As Conrad, Hunter Ramsden launches into epic rants, bringing as much passion as sheer speed to these outbursts. Posner likes to take sharp left turns with his dialogue, and Ramsden not only manages those, but he also constantly changes his delivery. These rants break the fourth wall, and one of them is done without a net because it involves interaction with the audience.

Conrad is trying to revolutionize theatre, to do something that is “authentic” rather than “pretend”.

His muse is Nina, played by Isabelle Hopewell, the actress of his ongoing “Here We Are” work and the object of his thwarted desire. In a show that has so many awesome performance moments, there’s Nina’s final monologue, where Hopewell had me laughing at a stupid t-shirt joke, and then I had tears in my eyes less than 30 seconds later.

Irie Unity plays the little dark cloud that is Mash and it’s wonderfully ironic how she expresses her depression by singing songs about how “life is disappointing”, while playing the ukulele.

Cody Do gives Dev a certain naïve charm that helps explain why the character is able to stay out of the line of fire when any combination of the other six chases.

Maddie Froehle’s Emma is one actress who doesn’t need to have seen a show first to report it. Emma is also Conrad’s mother, although in name only. Even when Emma says the right words, Froehle strips them of the required emotion.

What I loved about Luke Pfluger’s performance as Trigorin was that I hated the character the moment he took to the stage with that smug little smile. Trigorin quickly proved himself to be arrogant, pompous, and everything that Conrad was not (and not in a good way).

The character caught in the middle by his exclusion from the chain of love is Dr. Sorn, played by Jack Senske. We wait the whole play for him to confront the others, and I liked the way he did most of the time with his back to the audience.

It also has the best use of a Life Savers candy since “Horsefeathers”.

Chekhov wondered what the theater should be in his time. He wanted realism.
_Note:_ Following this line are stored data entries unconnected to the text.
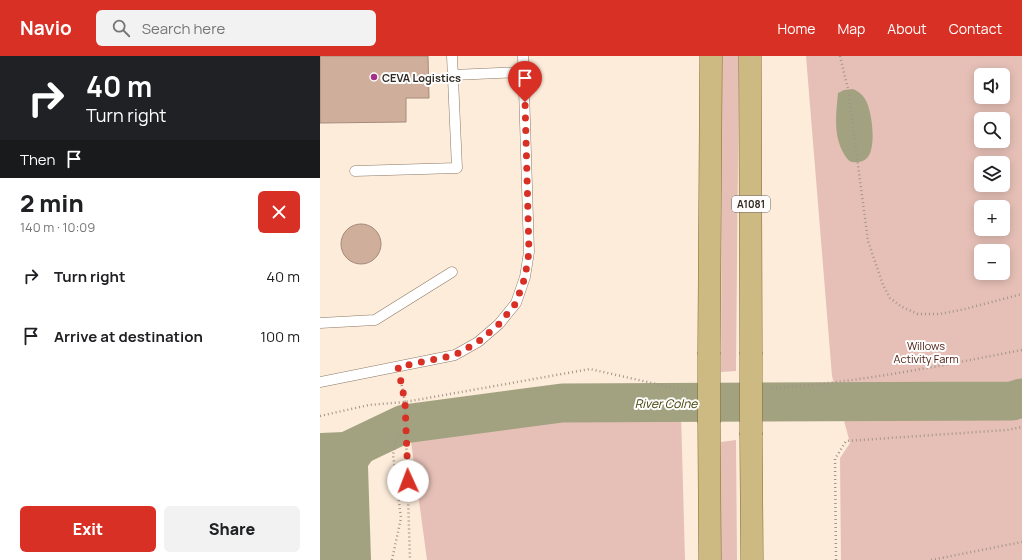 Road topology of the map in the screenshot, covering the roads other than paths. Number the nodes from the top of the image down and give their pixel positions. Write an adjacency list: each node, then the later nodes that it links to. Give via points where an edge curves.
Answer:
1 (452, 56): 6 (lane)
2 (523, 56): 5 (lane)
3 (711, 56): 11 (main road, bridge)
4 (750, 56): 12 (main road, A1081, bridge)
5 (524, 72): 6 (lane); 10 (lane, via 529,252 525,277 516,303 494,329 455,355)
6 (452, 75): 7 (lane, via 457,168)
7 (355, 171)
8 (452, 272): 9 (lane, via 375,320)
9 (320, 322)
10 (320, 382)
11 (710, 560)
12 (752, 560) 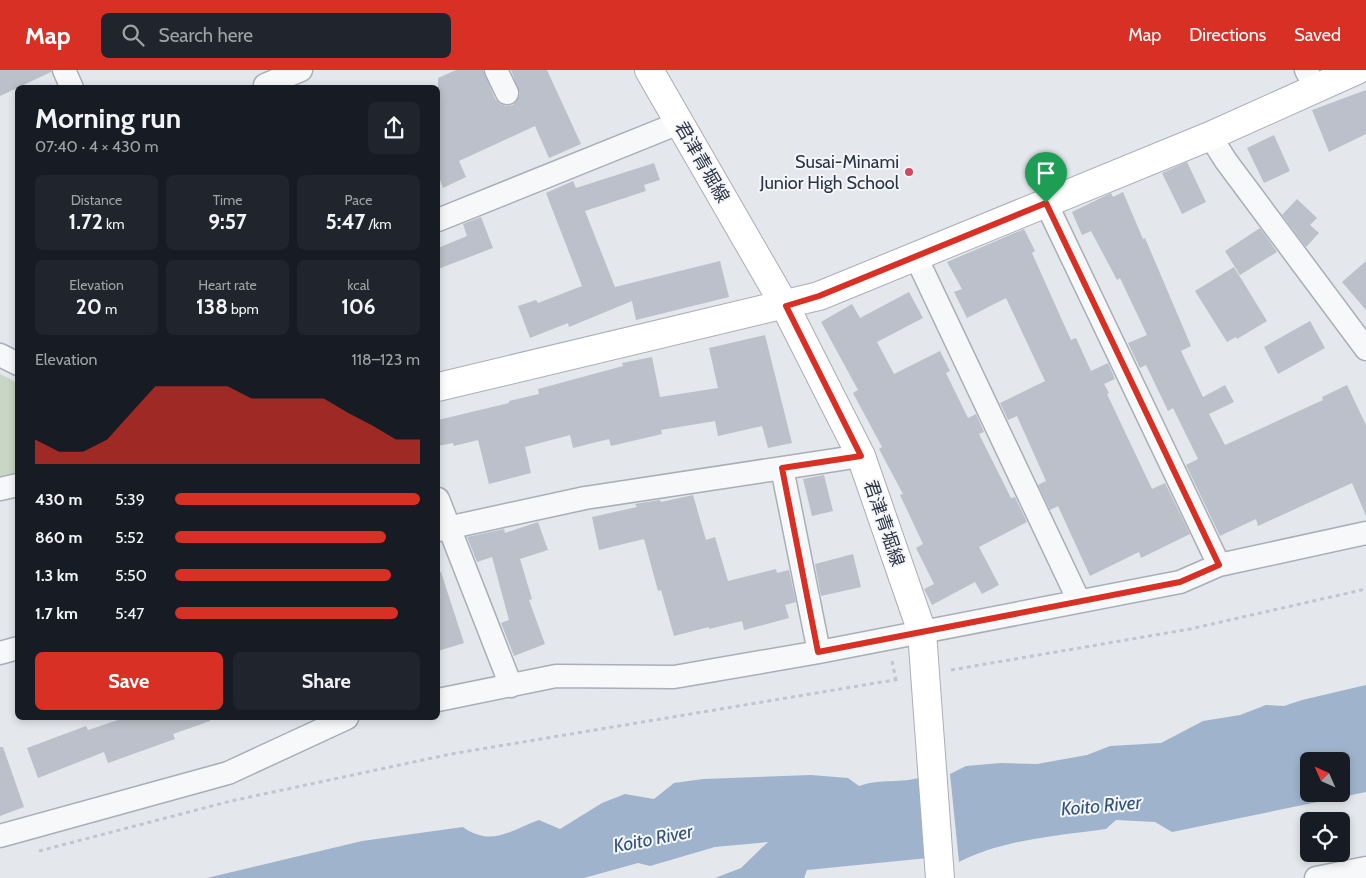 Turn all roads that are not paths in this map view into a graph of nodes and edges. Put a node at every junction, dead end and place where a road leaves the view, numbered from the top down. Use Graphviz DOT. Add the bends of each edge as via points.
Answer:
graph roads {
  1 [pos="64,70"];
  2 [pos="301,70"];
  3 [pos="496,70"];
  4 [pos="648,70"];
  5 [pos="1357,70"];
  6 [pos="1310,79"];
  7 [pos="263,81"];
  8 [pos="71,85"];
  9 [pos="508,93"];
  10 [pos="679,123"];
  11 [pos="1210,136"];
  12 [pos="1046,203"];
  13 [pos="440,219"];
  14 [pos="916,257"];
  15 [pos="786,306"];
  16 [pos="1366,350"];
  17 [pos="0,355"];
  18 [pos="15,362"];
  19 [pos="440,387"];
  20 [pos="861,456"];
  21 [pos="782,468"];
  22 [pos="15,486"];
  23 [pos="0,489"];
  24 [pos="440,511"];
  25 [pos="443,528"];
  26 [pos="1366,533"];
  27 [pos="1219,565"];
  28 [pos="1079,601"];
  29 [pos="922,632"];
  30 [pos="15,649"];
  31 [pos="818,652"];
  32 [pos="0,653"];
  33 [pos="511,686"];
  34 [pos="440,700"];
  35 [pos="343,720"];
  36 [pos="0,836"];
  37 [pos="1366,868"];
  38 [pos="1343,876"];
  39 [pos="940,878"];
  40 [pos="1316,878"];
  1 -- 8 [label="street"];
  2 -- 7 [label="street"];
  3 -- 9 [label="street"];
  4 -- 10 [label="street, 君津青堀線"];
  5 -- 6 [label="street"];
  6 -- 11 [label="street"];
  10 -- 13 [label="street"];
  10 -- 15 [label="street, 君津青堀線"];
  11 -- 12 [label="street"];
  11 -- 16 [label="street"];
  12 -- 14 [label="street"];
  12 -- 27 [label="street"];
  14 -- 15 [label="street"];
  14 -- 28 [label="street"];
  15 -- 19 [label="street"];
  15 -- 20 [label="street, 君津青堀線"];
  17 -- 18 [label="street"];
  20 -- 21 [label="street"];
  20 -- 29 [label="street, 君津青堀線"];
  21 -- 25 [label="street" via="585,498"];
  21 -- 31 [label="street"];
  22 -- 23 [label="street"];
  24 -- 25 [label="street"];
  25 -- 33 [label="street"];
  26 -- 27 [label="street"];
  27 -- 28 [label="street" via="1180,582"];
  28 -- 29 [label="street"];
  29 -- 31 [label="street"];
  29 -- 39 [label="street, 君津青堀線"];
  30 -- 32 [label="street"];
  31 -- 33 [label="street" via="674,677 556,676"];
  33 -- 34 [label="street"];
  35 -- 36 [label="street" via="228,773"];
  37 -- 38 [label="street"];
  38 -- 40 [label="street"];
}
Posner wants something more. A measure of his success as a playwright and these seven performers is that at the end of the three acts (the intermission comes after the second act), the audience did not know it was time to applaud.
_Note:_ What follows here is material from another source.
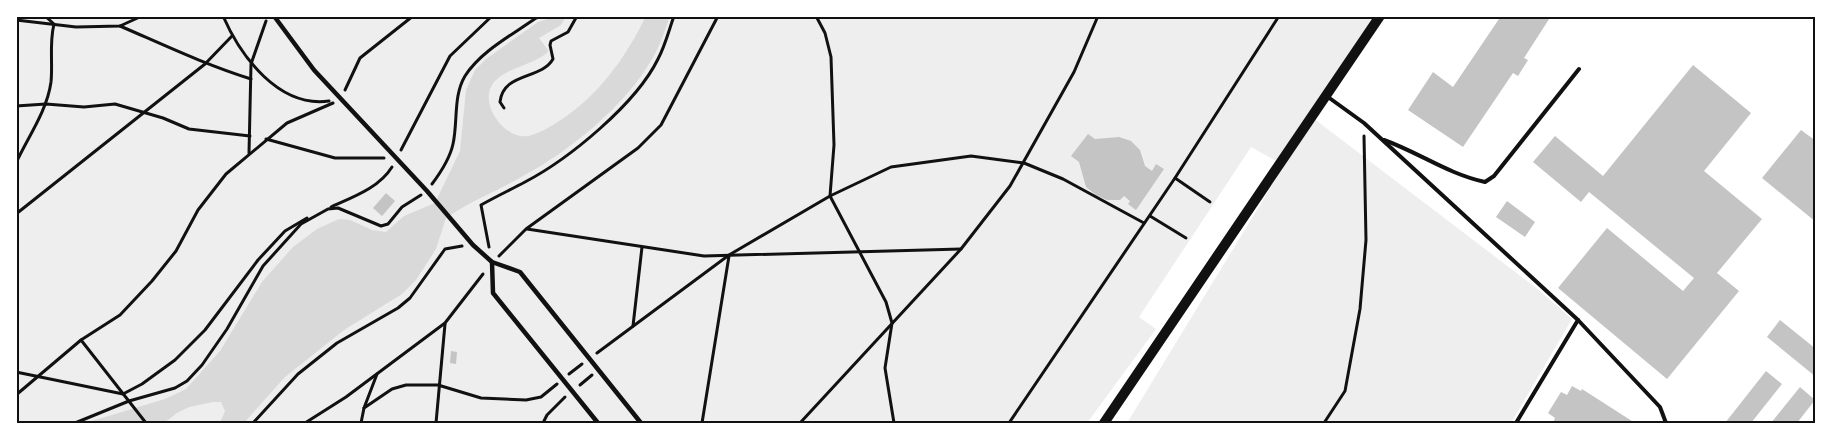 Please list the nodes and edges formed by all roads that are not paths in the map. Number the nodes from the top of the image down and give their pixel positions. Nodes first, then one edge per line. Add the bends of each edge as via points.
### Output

Because they weren’t watching the play, they were experiencing the theater.

That, more than the romantic entanglements, is what you’re supposed to get out of this game.

I almost made it…

What: “Stupid F##king Bird”, written by Aaron Posner, somewhat adapted from “The Seagull” by Anton Chekhov

Where: Marshall Performing Arts Center, Dudley Experimental Theater on the University of Minnesota Duluth campus

Date: November 4-5, 8-12 at 7:30 p.m. November 6 and 12 at 2 p.m.

Tickets: $10 students; $20 UMD faculty/staff/veterans; $25 adult.

Lawrance Bernabo is a theater and arts critic for the Duluth News Tribune.